HealthOctober 19, 2021

The hybrid medical library is here

By guiding and empowering residents, clinicians, and researchers, medical librarians help chart the path to evidence-based care. From California, Washington, D.C., and Tennessee, three librarians reflect on how the past year has transformed library services and what comes next.

If it takes you more than 10 minutes to find anything, you are wasting time. Finding what you need, no matter how obscure, is what we do.

This is the motto of the medical library at Valley Children’s Healthcare, in Madera, California, where Brian Baker manages services and coordinates the literacy program as the medical librarian and with a library assistant.
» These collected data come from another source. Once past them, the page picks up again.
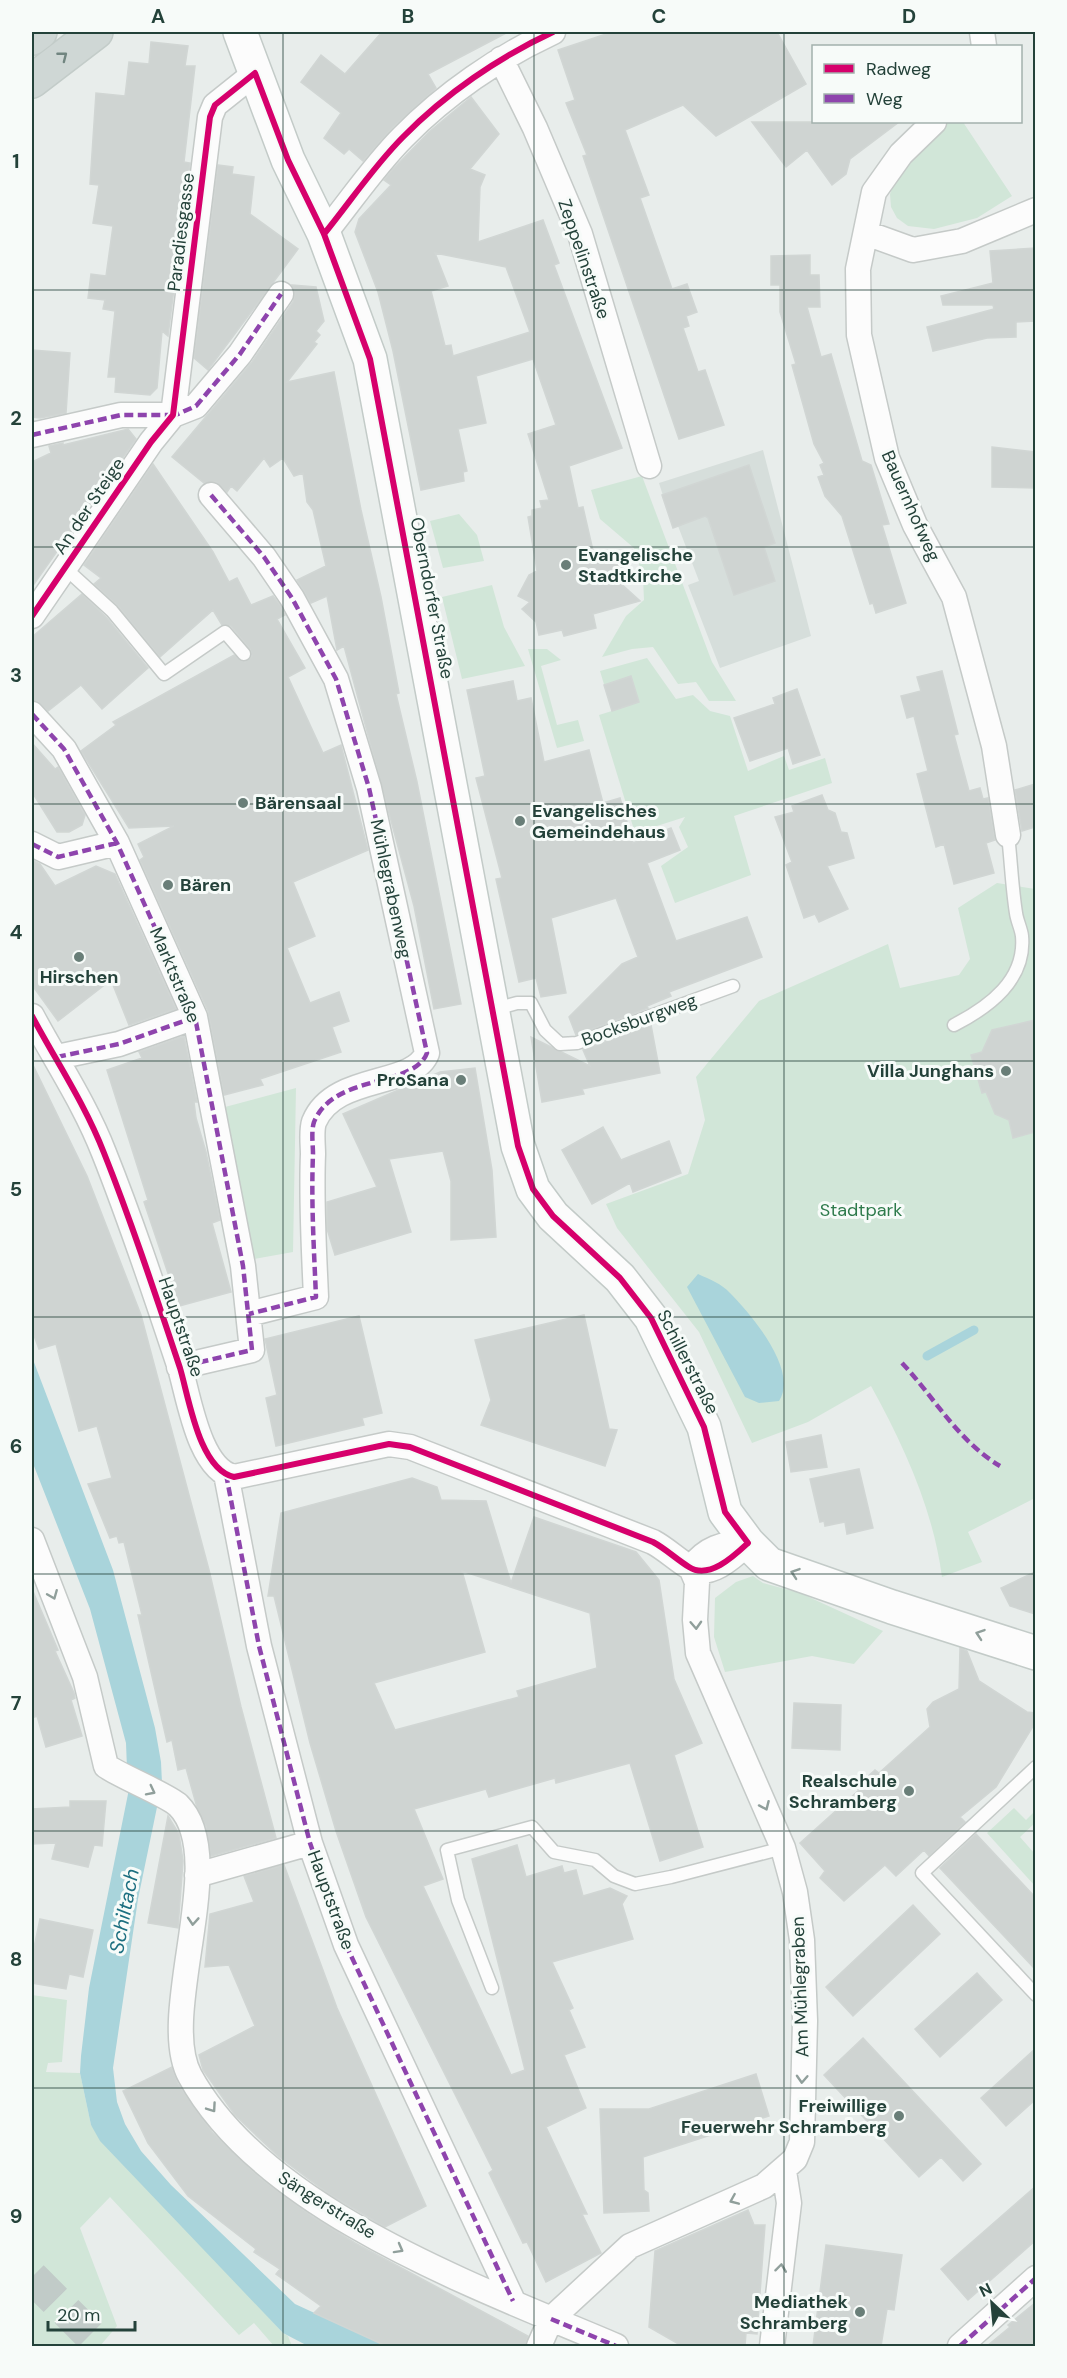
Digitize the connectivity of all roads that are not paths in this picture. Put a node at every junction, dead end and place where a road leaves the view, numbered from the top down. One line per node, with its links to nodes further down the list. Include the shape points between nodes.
1 (40, 32): 5 (main road)
2 (96, 32): 8 (main road, one-way to 2)
3 (238, 33): 7 (main road, Oberndorfer Straße)
4 (540, 34): 6 (street)
5 (32, 38)
6 (501, 59): 12 (street, via 402,137); 16 (street, Zeppelinstraße, via 580,234)
7 (255, 73): 12 (main road, Oberndorfer Straße, via 288,160); 14 (street, Paradiesgasse, via 215,105 210,117)
8 (32, 81)
9 (933, 123): 11 (street, Bauernhofweg, via 901,154 874,192)
10 (1034, 212): 11 (street, via 962,242 913,250)
11 (866, 233): 22 (street, Bauernhofweg, via 858,269 859,335 875,413 887,459 915,525 954,597 994,746)
12 (324, 234): 26 (main road, Oberndorfer Straße, via 370,359)
13 (281, 294): 14 (street, An der Steige, via 240,354 196,406)
14 (173, 415): 15 (street, via 121,415); 18 (street, An der Steige)
15 (32, 435)
16 (649, 466)
17 (211, 495): 32 (street, Mühlegrabenweg, via 264,557 292,598 336,679 369,788 427,1053 413,1069 345,1091 323,1108 314,1124 316,1297)
18 (64, 568): 19 (street, An der Steige); 20 (lane, via 112,611 164,674 225,632)
19 (32, 616)
20 (244, 654)
21 (32, 714): 23 (street, Marktstraße, via 64,749)
22 (1008, 836): 29 (lane, via 1016,915 1022,935 1020,953 1012,980 994,1001)
23 (117, 843): 24 (street, via 58,857); 27 (street, Marktstraße)
24 (32, 844)
25 (733, 986): 26 (lane, Bocksburgweg, via 577,1043 560,1044 545,1030 531,1003)
26 (495, 1010): 31 (main road, Oberndorfer Straße)
27 (195, 1017): 30 (street, via 119,1044); 32 (street, Marktstraße)
28 (33, 1023): 30 (street, Hauptstraße)
29 (954, 1025)
30 (57, 1057): 33 (street, Hauptstraße, via 104,1153)
31 (518, 1146): 36 (main road, Schillerstraße, via 533,1189 553,1216 620,1278 651,1318 704,1427 726,1512)
32 (249, 1314): 33 (street, Marktstraße, via 252,1350)
33 (179, 1367): 34 (street, Hauptstraße, via 206,1454)
34 (226, 1474): 37 (street, via 234,1477 389,1444 410,1447 646,1539 674,1554); 40 (street, Hauptstraße, via 259,1646)
35 (32, 1540): 42 (street, Sängerstraße, one-way to 42, via 85,1677 106,1766 177,1804 193,1833)
36 (747, 1543): 37 (street, via 719,1566); 38 (main road, Schillerstraße, one-way to 36, via 769,1564)
37 (691, 1569): 41 (street, Am Mühlegraben, one-way to 41, via 697,1582 698,1653)
38 (1035, 1653)
39 (1035, 1767): 44 (lane, via 922,1873)
40 (310, 1843): 42 (street); 47 (street, Hauptstraße, via 346,1945)
41 (783, 1848): 43 (lane, via 635,1884 614,1876 595,1860 554,1852 532,1827 447,1850 458,1900); 45 (street, Am Mühlegraben, one-way to 45, via 802,1940 805,2021 802,2142 795,2159)
42 (197, 1875): 47 (street, Sängerstraße, one-way to 47, via 181,2037 189,2074 224,2125 302,2193 416,2258)
43 (492, 1988)
44 (1035, 1995)
45 (784, 2171): 48 (street, one-way to 48, via 741,2198 630,2246); 51 (street, one-way to 45, via 789,2203)
46 (1035, 2278): 52 (street)
47 (513, 2301): 48 (street, Sängerstraße)
48 (551, 2319): 49 (street); 50 (street)
49 (539, 2346)
50 (616, 2346)
51 (772, 2346)
52 (960, 2346)

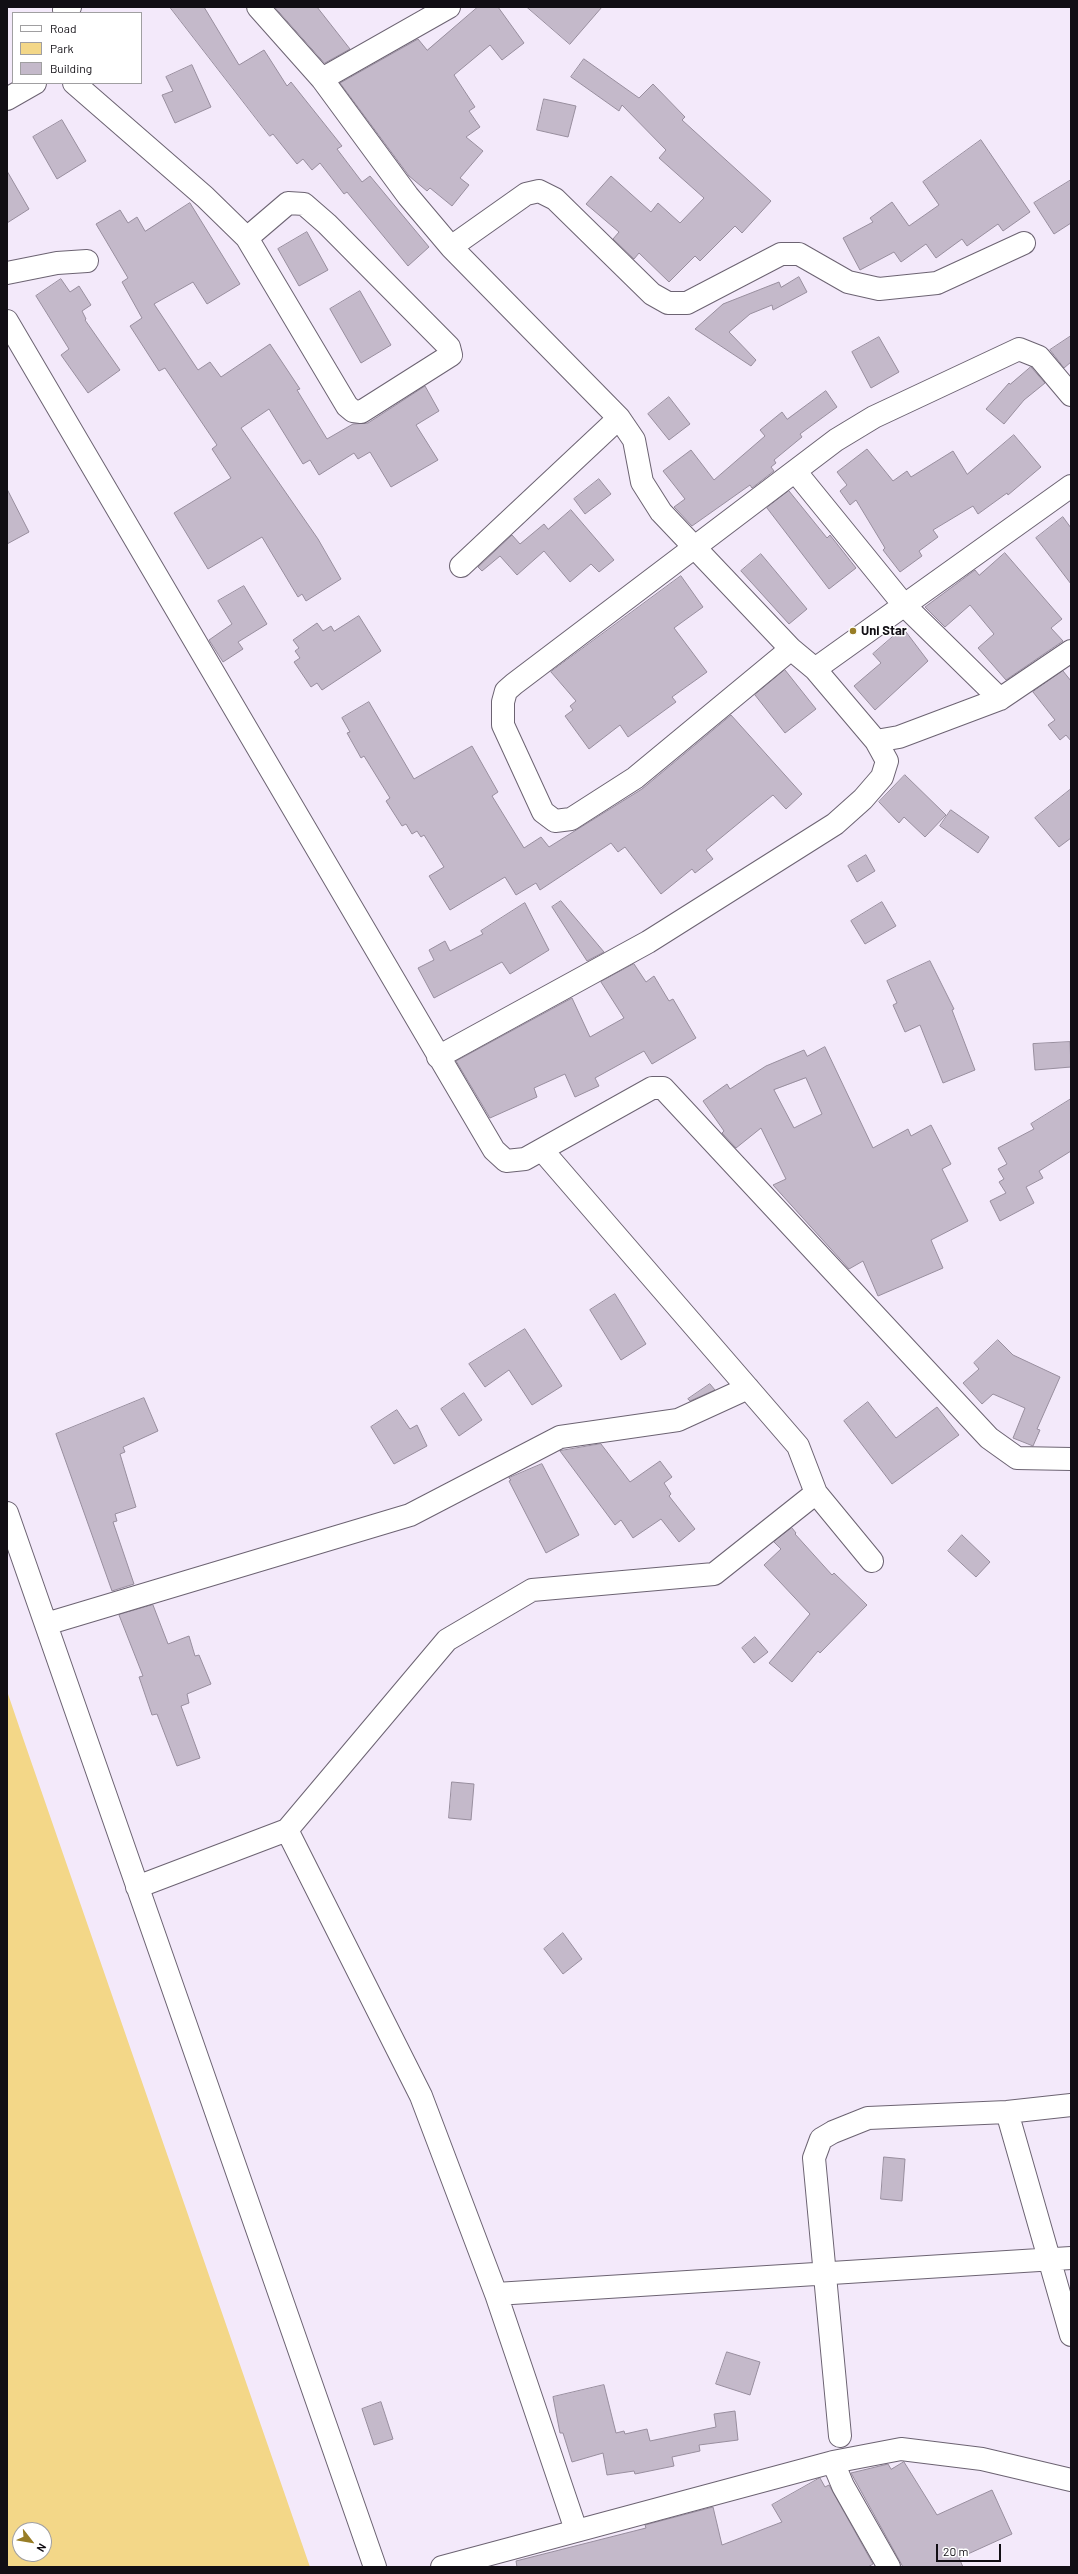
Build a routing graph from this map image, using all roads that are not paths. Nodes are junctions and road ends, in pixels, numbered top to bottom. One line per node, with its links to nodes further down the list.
1 (258, 7): 3 (street)
2 (449, 7): 3 (street)
3 (322, 79): 9 (street)
4 (33, 84): 6 (street)
5 (75, 84): 7 (street)
6 (7, 99)
7 (247, 238): 7 (street)
8 (1024, 243): 9 (street)
9 (451, 247): 14 (street)
10 (87, 261): 11 (street)
11 (7, 273)
12 (7, 321): 25 (street)
13 (1071, 395): 15 (street)
14 (619, 418): 17 (street); 18 (street)
15 (795, 471): 17 (street); 19 (street)
16 (1071, 486): 19 (street)
17 (694, 547): 20 (street); 20 (street)
18 (461, 566)
19 (904, 606): 22 (street); 23 (street)
20 (791, 648): 22 (street)
21 (1071, 651): 23 (street)
22 (815, 669): 24 (street)
23 (1000, 699): 24 (street)
24 (876, 741): 25 (street)
25 (438, 1057): 26 (street)
26 (542, 1150): 27 (street); 28 (street)
27 (748, 1388): 29 (street); 32 (street)
28 (1071, 1459)
29 (816, 1493): 31 (street); 33 (street)
30 (7, 1513): 32 (street)
31 (872, 1560)
32 (46, 1624): 34 (street)
33 (287, 1830): 34 (street); 40 (street)
34 (137, 1887): 46 (street)
35 (1071, 2105): 36 (street)
36 (1007, 2112): 37 (street); 39 (street)
37 (1048, 2258): 38 (street); 39 (street); 41 (street)
38 (1071, 2258)
39 (824, 2273): 40 (street); 42 (street)
40 (496, 2294): 45 (street)
41 (1071, 2335)
42 (840, 2436)
43 (833, 2462): 44 (street); 45 (street); 48 (street)
44 (1071, 2480)
45 (576, 2530): 47 (street)
46 (375, 2567)
47 (442, 2567)
48 (889, 2567)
Like many, they went back to the hospital this year. “Usage has risen across the board, says Baker, “and we are back to being closely integrated into the Graduate Medical Education program, working with and teaching residents on how to do effective research and how best to use our services.”

This renewed appreciation and demand for in-person and virtual library services is also felt by Layla Heimlich at MedStar Washington Hospital Center in D.C., and by Michael Lindsay at The University of Tennessee Graduate School of Medicine and UT Health Science Center in Knoxville.

All agree that hybrid models are here to stay and that remaining flexible in how library services are provided, while a challenge, is a must in the face of the continuing pandemic.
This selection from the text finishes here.